Required work: If a line of the data below holds the word "paths", list it.

=== Exercise material ===

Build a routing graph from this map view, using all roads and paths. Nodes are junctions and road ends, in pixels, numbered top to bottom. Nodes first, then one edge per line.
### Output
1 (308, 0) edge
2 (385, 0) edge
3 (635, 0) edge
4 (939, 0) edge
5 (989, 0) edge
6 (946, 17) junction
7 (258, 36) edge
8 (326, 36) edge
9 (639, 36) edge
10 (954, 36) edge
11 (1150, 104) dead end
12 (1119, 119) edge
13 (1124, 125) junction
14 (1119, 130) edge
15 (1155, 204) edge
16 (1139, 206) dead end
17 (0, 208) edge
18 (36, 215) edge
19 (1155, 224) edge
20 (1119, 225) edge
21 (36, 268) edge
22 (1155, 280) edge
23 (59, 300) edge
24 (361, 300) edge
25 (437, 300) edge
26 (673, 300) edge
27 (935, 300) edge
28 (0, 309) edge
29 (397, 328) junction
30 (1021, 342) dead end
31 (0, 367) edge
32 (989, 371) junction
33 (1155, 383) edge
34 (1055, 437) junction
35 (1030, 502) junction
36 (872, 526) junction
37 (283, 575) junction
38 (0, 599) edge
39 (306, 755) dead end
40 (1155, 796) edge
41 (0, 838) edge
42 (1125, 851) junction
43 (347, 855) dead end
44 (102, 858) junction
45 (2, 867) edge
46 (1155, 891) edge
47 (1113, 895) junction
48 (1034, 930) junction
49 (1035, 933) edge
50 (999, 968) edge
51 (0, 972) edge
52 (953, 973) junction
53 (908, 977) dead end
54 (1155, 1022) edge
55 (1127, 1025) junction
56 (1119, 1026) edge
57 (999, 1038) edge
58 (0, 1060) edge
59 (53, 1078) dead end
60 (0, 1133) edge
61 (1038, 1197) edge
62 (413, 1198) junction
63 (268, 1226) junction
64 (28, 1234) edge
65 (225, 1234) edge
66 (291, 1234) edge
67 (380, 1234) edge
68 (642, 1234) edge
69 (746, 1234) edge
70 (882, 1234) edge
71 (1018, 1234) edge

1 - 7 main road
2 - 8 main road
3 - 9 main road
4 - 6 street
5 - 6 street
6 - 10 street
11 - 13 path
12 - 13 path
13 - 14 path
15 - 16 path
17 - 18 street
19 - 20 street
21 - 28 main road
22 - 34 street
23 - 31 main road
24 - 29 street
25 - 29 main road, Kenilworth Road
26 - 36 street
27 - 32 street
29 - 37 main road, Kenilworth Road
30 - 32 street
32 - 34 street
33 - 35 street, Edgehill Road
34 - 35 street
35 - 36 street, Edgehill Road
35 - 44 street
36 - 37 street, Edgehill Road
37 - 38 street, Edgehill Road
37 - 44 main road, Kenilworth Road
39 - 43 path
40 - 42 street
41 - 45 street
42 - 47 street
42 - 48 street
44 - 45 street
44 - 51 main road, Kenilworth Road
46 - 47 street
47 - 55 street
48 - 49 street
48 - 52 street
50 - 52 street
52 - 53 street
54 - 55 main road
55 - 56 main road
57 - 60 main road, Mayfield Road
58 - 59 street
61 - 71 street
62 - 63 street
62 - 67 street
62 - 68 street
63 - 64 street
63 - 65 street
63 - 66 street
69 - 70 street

===
=== Exercise material ===

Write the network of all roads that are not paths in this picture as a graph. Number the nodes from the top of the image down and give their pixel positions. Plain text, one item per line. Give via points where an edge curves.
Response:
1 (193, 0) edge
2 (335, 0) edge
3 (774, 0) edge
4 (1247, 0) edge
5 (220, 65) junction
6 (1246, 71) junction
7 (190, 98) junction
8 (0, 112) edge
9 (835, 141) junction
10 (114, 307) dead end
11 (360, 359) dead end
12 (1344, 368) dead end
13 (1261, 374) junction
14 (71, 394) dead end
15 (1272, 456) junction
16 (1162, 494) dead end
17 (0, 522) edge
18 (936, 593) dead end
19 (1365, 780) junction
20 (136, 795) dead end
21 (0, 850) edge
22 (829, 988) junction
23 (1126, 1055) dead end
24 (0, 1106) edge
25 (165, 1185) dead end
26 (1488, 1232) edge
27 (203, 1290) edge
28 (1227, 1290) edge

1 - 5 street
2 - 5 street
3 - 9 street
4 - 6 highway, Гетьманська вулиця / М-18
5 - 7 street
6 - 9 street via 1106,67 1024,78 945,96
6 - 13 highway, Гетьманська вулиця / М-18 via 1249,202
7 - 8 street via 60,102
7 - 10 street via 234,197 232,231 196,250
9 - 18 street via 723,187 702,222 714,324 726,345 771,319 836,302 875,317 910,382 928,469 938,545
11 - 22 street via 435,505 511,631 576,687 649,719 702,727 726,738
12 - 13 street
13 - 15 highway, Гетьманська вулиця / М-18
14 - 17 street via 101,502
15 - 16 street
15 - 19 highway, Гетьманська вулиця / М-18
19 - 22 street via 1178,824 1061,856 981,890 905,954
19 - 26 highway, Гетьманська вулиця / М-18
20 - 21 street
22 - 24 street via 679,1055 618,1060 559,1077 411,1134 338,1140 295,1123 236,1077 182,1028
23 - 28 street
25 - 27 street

===
=== Exercise material ===

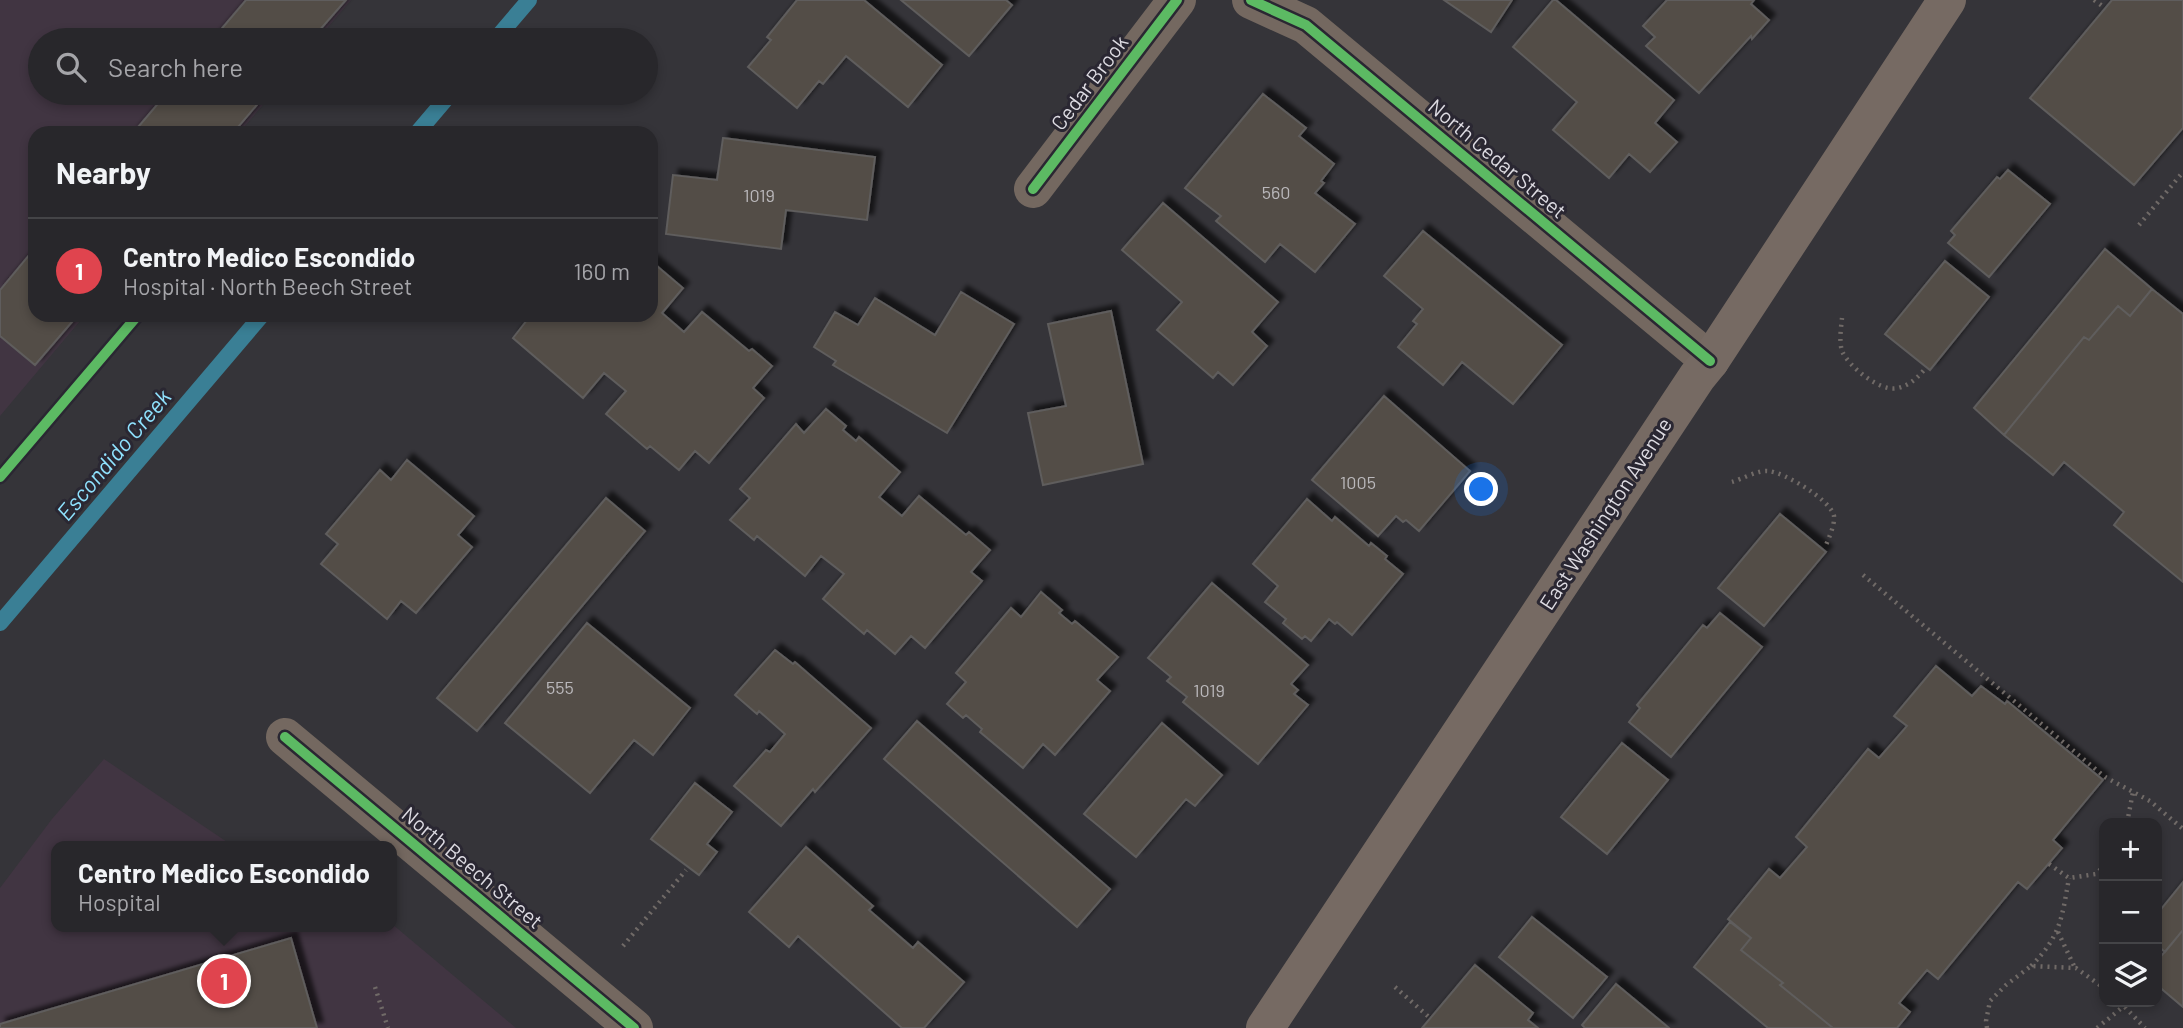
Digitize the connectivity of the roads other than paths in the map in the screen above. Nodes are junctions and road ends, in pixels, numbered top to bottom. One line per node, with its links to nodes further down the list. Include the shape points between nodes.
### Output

===

Exercise result:
Build a routing graph from this map view, using all roads and paths. Nodes are junctions and road ends, in pixels, numbered top to bottom. Nodes first, then one edge per line.
Write the network of all roads that are not paths in this picture as a graph. Number the nodes from the top of the image down and give their pixel positions. Plain text, one item per line. Give via points where an edge curves.
Digitize the connectivity of the roads other than paths in the map in the screen above. Nodes are junctions and road ends, in pixels, numbered top to bottom. One line per node, with its links to nodes further down the list. Include the shape points between nodes.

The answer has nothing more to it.